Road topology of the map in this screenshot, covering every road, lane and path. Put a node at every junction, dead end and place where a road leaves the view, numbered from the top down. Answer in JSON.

==

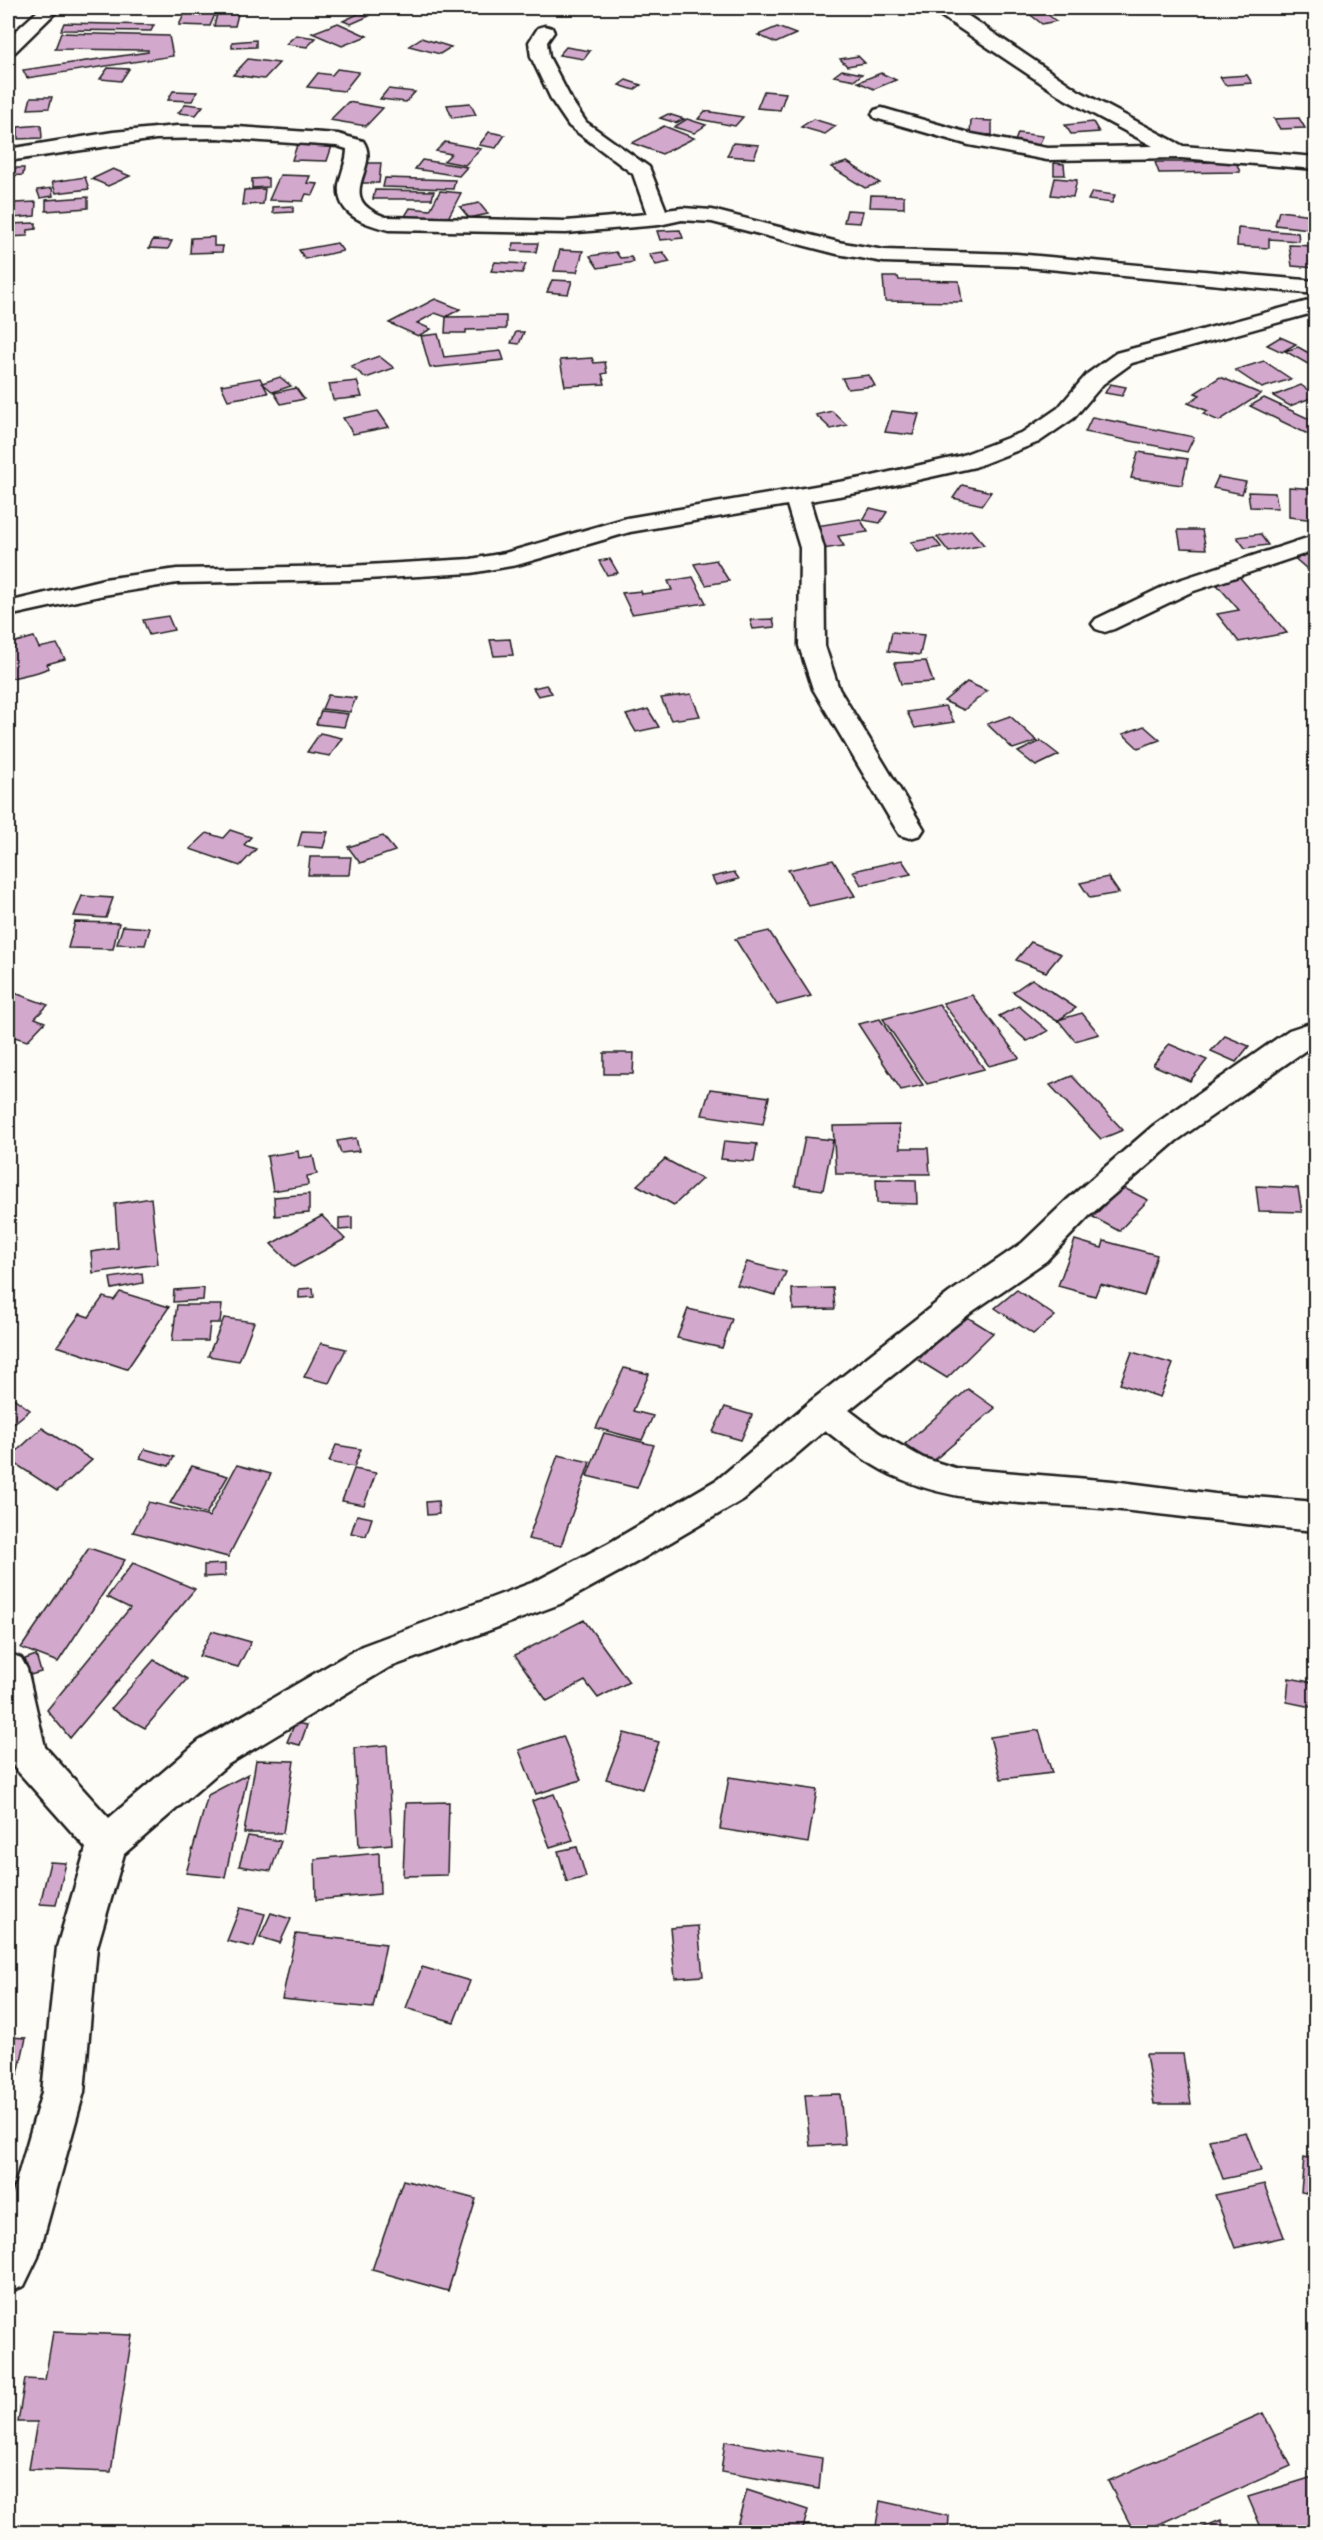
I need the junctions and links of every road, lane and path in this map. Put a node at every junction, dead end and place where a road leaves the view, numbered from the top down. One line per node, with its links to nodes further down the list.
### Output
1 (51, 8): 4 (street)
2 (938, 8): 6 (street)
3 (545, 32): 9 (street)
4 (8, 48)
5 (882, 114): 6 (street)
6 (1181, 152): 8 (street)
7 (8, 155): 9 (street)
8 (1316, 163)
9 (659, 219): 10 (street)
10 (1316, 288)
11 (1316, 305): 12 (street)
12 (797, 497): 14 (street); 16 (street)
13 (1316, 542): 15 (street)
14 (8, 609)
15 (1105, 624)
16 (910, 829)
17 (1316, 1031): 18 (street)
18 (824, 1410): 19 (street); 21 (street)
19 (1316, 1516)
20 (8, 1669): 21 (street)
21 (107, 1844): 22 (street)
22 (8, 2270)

What to work on:
When the word "dead" appears in a line of the listing, copy that line.

Final answer:
Road topology of the map in this screenshot, covering every road, lane and path. Put a node at every junction, dead end and place where a road leaves the view, numbered from the top down. Answer in JSON.
I need the junctions and links of every road, lane and path in this map. Put a node at every junction, dead end and place where a road leaves the view, numbered from the top down. One line per node, with its links to nodes further down the list.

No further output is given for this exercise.